• Exercise directions:
Only one thing is required: the number of lines in the entries below that contain "strokeStyle".

[Entries taken from a collection]

· · ·

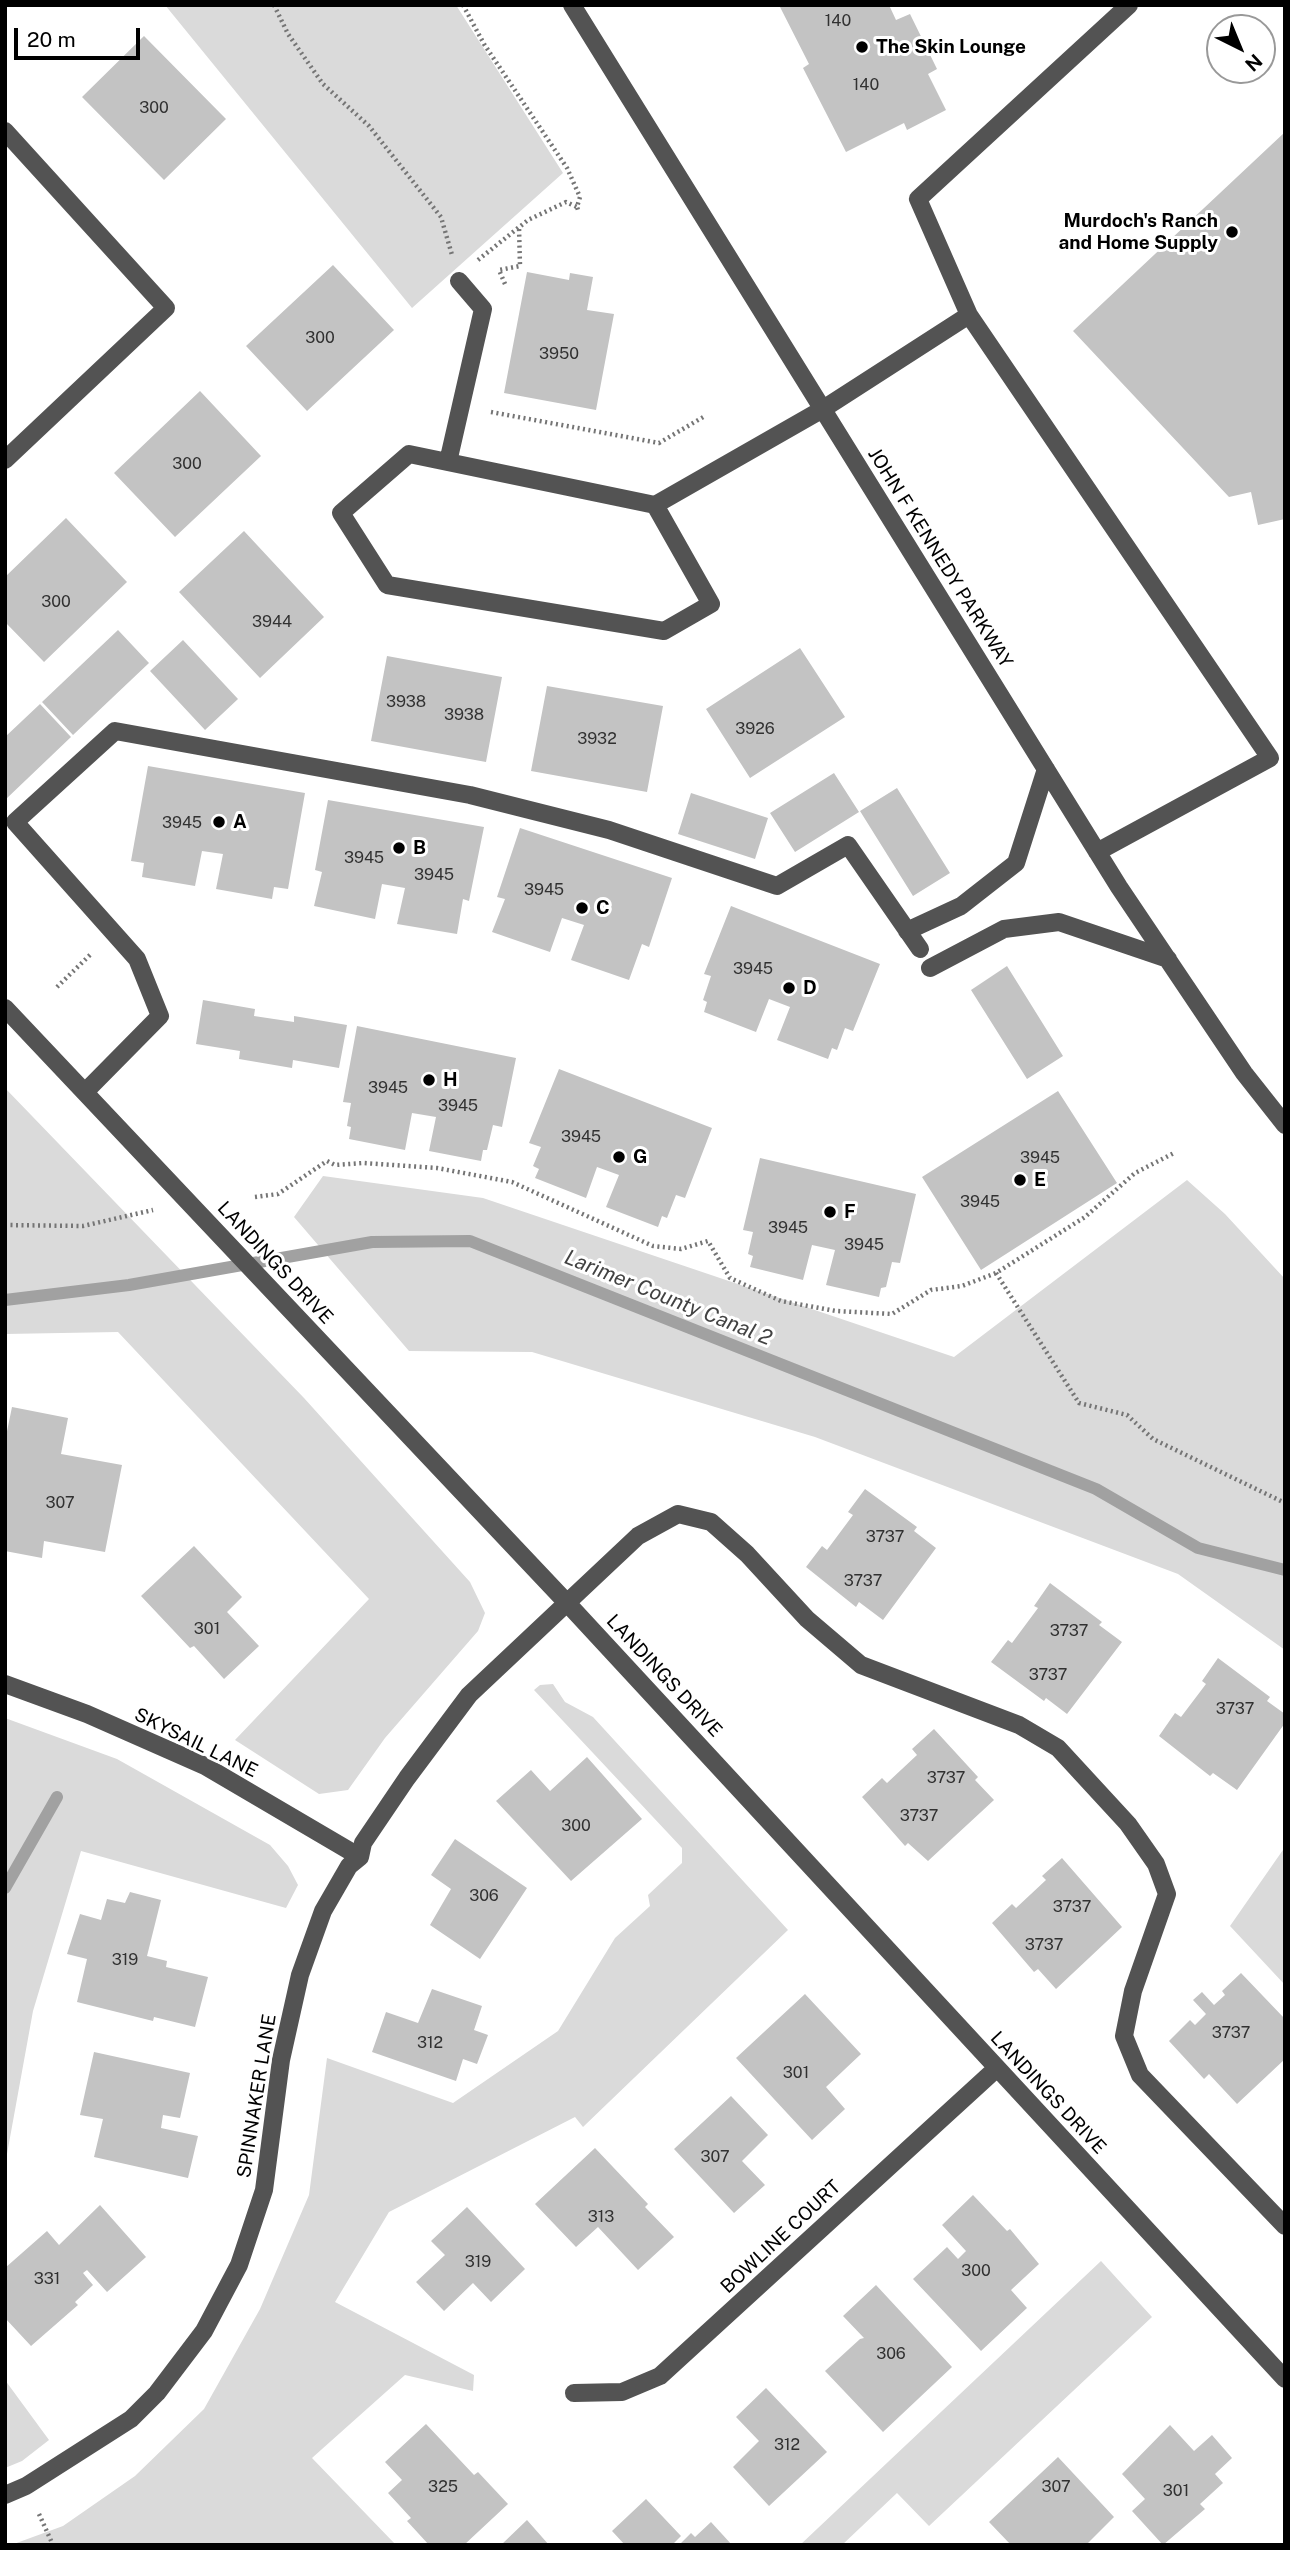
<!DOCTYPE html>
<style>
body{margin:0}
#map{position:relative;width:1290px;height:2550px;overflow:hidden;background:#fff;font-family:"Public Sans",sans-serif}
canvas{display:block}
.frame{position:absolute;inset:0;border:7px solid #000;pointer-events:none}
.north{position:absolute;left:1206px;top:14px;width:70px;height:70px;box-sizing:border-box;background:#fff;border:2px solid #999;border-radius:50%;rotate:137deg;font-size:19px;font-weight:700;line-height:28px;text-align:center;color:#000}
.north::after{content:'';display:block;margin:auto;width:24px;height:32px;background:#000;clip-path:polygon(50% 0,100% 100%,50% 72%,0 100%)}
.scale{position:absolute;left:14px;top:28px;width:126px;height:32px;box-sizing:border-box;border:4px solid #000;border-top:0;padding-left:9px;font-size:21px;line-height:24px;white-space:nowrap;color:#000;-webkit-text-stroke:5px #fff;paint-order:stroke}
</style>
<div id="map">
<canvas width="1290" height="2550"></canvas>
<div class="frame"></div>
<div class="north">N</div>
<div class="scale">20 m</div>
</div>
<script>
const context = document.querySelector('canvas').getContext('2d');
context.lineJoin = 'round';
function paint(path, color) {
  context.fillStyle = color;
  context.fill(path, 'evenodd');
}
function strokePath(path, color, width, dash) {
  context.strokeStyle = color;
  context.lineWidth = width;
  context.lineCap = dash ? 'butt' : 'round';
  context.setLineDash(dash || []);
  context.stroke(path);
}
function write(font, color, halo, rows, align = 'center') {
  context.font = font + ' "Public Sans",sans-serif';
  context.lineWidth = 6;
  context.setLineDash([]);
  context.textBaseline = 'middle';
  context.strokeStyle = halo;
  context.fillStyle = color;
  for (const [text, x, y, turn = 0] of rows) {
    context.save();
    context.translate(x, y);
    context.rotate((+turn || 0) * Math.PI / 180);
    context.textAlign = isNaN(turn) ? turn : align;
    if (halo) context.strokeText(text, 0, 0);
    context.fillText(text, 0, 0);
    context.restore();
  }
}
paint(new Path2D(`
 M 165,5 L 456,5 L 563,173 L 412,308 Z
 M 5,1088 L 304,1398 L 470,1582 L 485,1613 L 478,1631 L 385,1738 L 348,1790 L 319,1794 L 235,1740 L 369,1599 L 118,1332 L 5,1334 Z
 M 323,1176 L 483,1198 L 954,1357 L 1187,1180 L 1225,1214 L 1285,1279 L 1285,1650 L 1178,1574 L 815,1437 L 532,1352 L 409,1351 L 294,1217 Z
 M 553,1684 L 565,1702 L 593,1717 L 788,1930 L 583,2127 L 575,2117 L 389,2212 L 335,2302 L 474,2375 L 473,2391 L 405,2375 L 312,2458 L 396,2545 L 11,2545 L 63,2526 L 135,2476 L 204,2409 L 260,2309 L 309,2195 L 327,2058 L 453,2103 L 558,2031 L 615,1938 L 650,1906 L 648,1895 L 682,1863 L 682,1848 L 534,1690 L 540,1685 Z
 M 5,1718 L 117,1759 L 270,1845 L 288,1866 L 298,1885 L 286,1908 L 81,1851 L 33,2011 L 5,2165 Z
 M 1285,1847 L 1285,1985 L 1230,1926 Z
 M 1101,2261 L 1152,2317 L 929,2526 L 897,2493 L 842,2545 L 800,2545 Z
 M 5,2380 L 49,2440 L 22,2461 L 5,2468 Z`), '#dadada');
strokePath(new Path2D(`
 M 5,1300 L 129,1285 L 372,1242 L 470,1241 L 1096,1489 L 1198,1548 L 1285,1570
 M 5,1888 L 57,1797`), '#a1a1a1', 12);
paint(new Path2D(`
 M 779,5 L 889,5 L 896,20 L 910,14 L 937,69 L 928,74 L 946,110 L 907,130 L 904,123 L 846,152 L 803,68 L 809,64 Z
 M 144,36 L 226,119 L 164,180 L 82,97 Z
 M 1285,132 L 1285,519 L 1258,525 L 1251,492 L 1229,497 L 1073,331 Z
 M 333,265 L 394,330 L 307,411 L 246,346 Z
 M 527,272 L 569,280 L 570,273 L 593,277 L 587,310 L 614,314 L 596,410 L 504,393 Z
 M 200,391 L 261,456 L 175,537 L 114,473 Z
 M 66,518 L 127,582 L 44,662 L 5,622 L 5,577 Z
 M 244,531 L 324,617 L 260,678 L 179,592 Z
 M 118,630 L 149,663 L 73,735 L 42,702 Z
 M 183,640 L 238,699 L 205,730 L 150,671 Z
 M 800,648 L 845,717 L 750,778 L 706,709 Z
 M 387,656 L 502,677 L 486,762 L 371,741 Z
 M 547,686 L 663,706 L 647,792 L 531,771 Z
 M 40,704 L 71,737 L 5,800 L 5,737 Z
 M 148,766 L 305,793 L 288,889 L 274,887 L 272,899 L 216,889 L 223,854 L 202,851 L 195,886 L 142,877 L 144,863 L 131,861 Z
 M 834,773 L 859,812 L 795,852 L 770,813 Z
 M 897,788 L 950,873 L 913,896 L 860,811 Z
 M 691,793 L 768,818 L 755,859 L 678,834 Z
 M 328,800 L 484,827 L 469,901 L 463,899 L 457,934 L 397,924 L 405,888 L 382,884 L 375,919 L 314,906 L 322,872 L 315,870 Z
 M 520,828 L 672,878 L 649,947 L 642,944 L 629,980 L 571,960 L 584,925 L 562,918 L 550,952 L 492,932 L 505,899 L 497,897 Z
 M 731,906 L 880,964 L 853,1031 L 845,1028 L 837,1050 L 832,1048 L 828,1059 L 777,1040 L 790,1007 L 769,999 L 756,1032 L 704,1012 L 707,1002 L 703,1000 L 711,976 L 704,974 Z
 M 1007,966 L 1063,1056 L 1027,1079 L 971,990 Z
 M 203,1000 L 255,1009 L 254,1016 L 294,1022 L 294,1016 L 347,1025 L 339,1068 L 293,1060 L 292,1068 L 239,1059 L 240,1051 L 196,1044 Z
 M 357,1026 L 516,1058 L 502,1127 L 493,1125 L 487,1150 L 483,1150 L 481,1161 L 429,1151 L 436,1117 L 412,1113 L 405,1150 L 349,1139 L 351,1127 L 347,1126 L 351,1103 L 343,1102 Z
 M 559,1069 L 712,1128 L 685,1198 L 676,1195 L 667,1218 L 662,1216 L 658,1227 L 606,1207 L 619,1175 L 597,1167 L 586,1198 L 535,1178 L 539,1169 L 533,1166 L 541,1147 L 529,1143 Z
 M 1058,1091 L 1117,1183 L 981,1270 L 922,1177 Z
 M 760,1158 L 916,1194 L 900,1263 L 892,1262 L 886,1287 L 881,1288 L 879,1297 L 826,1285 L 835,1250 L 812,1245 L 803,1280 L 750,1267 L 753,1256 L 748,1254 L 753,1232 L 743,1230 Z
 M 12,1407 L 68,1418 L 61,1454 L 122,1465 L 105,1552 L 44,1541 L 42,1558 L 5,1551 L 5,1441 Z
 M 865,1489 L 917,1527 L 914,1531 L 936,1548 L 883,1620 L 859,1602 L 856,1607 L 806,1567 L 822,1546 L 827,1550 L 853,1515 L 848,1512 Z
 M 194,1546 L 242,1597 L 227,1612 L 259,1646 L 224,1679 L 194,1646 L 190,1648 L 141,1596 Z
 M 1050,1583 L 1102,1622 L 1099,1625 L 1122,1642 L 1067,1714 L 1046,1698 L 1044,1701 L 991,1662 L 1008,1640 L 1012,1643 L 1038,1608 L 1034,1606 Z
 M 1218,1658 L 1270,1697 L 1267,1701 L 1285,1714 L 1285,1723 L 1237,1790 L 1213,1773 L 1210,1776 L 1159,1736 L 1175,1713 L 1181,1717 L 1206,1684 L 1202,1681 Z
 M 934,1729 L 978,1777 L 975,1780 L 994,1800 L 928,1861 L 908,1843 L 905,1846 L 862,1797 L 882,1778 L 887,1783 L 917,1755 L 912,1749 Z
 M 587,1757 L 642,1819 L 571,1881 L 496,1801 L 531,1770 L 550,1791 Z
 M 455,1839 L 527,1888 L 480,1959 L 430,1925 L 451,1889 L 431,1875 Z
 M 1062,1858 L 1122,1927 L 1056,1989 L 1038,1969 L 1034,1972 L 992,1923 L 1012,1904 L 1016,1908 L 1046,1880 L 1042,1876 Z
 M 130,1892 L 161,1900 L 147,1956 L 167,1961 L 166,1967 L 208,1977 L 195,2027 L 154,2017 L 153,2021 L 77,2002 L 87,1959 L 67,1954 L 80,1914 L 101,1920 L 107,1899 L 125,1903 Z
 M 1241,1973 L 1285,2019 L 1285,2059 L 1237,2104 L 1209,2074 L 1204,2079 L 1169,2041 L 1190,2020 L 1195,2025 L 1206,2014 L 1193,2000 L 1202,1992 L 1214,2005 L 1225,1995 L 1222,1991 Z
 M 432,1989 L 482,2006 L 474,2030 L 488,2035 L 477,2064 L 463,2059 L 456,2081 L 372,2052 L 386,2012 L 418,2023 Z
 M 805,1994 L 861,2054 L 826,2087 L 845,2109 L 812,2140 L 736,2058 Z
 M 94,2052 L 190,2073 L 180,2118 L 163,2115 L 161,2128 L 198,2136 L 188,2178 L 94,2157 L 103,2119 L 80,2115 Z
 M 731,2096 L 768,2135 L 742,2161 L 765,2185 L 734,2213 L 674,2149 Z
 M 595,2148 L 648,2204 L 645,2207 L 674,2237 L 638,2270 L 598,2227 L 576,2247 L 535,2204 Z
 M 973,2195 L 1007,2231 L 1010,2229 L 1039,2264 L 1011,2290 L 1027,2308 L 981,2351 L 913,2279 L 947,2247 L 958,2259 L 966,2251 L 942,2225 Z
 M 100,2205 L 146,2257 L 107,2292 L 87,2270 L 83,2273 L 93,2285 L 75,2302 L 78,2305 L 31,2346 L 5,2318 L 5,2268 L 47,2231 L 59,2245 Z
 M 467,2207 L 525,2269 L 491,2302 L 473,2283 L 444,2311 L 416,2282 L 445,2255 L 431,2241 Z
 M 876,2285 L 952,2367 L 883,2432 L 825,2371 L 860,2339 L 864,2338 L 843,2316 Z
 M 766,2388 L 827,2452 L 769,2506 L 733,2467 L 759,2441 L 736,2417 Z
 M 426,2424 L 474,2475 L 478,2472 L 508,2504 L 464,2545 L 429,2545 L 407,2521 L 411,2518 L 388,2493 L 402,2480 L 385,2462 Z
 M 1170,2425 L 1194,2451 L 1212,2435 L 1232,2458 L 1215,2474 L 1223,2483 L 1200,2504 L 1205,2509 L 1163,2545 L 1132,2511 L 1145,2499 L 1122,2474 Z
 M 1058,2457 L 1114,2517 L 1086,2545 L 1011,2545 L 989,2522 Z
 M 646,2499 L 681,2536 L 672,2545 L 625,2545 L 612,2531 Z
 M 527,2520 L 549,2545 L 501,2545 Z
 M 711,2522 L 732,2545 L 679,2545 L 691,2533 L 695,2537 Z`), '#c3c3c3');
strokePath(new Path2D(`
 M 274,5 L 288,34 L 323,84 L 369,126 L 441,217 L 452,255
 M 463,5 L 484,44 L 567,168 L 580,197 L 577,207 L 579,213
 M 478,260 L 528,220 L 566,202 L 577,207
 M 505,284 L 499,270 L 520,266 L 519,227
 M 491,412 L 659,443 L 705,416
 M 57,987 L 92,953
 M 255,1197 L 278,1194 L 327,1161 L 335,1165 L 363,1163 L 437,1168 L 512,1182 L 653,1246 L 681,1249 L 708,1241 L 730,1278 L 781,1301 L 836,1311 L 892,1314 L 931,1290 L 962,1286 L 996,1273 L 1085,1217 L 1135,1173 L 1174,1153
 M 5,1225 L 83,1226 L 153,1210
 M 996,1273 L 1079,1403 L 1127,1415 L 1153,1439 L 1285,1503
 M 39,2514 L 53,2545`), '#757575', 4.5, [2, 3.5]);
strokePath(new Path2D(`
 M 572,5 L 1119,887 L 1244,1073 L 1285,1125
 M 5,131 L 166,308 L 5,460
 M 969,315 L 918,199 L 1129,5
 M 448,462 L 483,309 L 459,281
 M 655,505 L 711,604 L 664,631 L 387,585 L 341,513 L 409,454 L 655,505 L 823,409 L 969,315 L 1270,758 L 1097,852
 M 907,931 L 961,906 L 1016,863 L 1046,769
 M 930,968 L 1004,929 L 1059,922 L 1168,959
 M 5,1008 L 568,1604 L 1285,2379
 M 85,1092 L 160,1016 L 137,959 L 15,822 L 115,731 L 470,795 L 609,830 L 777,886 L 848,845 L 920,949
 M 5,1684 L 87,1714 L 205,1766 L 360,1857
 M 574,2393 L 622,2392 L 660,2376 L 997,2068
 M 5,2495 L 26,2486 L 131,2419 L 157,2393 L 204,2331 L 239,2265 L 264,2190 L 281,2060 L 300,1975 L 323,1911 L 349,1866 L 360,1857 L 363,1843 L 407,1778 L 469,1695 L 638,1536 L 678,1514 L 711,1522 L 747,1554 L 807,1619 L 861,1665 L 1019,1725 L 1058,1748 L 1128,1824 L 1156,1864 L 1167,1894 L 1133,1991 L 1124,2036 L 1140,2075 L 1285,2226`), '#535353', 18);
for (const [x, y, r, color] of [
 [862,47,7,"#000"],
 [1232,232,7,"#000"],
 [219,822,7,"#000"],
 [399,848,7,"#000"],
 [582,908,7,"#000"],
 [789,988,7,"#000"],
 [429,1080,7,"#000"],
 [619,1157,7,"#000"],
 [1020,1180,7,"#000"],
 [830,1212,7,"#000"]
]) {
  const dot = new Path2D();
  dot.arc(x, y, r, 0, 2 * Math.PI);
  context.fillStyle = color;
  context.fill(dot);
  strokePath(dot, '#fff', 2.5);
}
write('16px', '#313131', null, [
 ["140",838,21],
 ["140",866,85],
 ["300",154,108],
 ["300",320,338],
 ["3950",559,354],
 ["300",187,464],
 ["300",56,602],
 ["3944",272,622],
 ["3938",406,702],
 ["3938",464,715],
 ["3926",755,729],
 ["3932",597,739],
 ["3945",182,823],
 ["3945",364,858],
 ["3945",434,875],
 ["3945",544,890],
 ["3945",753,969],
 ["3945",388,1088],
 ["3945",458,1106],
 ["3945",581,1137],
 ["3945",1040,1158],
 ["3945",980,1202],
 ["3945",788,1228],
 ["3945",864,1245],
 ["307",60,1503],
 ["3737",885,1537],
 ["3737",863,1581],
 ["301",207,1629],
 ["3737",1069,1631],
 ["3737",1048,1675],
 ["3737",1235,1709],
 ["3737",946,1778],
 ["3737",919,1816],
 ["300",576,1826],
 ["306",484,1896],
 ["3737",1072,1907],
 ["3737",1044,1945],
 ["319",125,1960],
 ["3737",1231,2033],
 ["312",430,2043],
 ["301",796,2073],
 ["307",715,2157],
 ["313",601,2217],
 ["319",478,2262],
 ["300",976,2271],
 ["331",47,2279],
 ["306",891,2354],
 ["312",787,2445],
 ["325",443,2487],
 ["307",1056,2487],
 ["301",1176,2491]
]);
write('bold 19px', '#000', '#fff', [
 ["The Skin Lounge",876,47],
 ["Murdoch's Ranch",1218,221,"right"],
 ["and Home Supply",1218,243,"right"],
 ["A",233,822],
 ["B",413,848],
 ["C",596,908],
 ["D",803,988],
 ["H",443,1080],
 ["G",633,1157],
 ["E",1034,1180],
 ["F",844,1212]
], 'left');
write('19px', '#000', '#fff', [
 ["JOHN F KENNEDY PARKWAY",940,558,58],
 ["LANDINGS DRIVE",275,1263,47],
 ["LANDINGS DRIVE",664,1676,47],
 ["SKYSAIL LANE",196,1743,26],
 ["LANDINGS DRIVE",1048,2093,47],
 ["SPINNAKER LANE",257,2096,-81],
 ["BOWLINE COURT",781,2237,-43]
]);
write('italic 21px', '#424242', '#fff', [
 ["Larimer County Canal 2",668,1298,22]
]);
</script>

· · ·

• Answer for the task:
2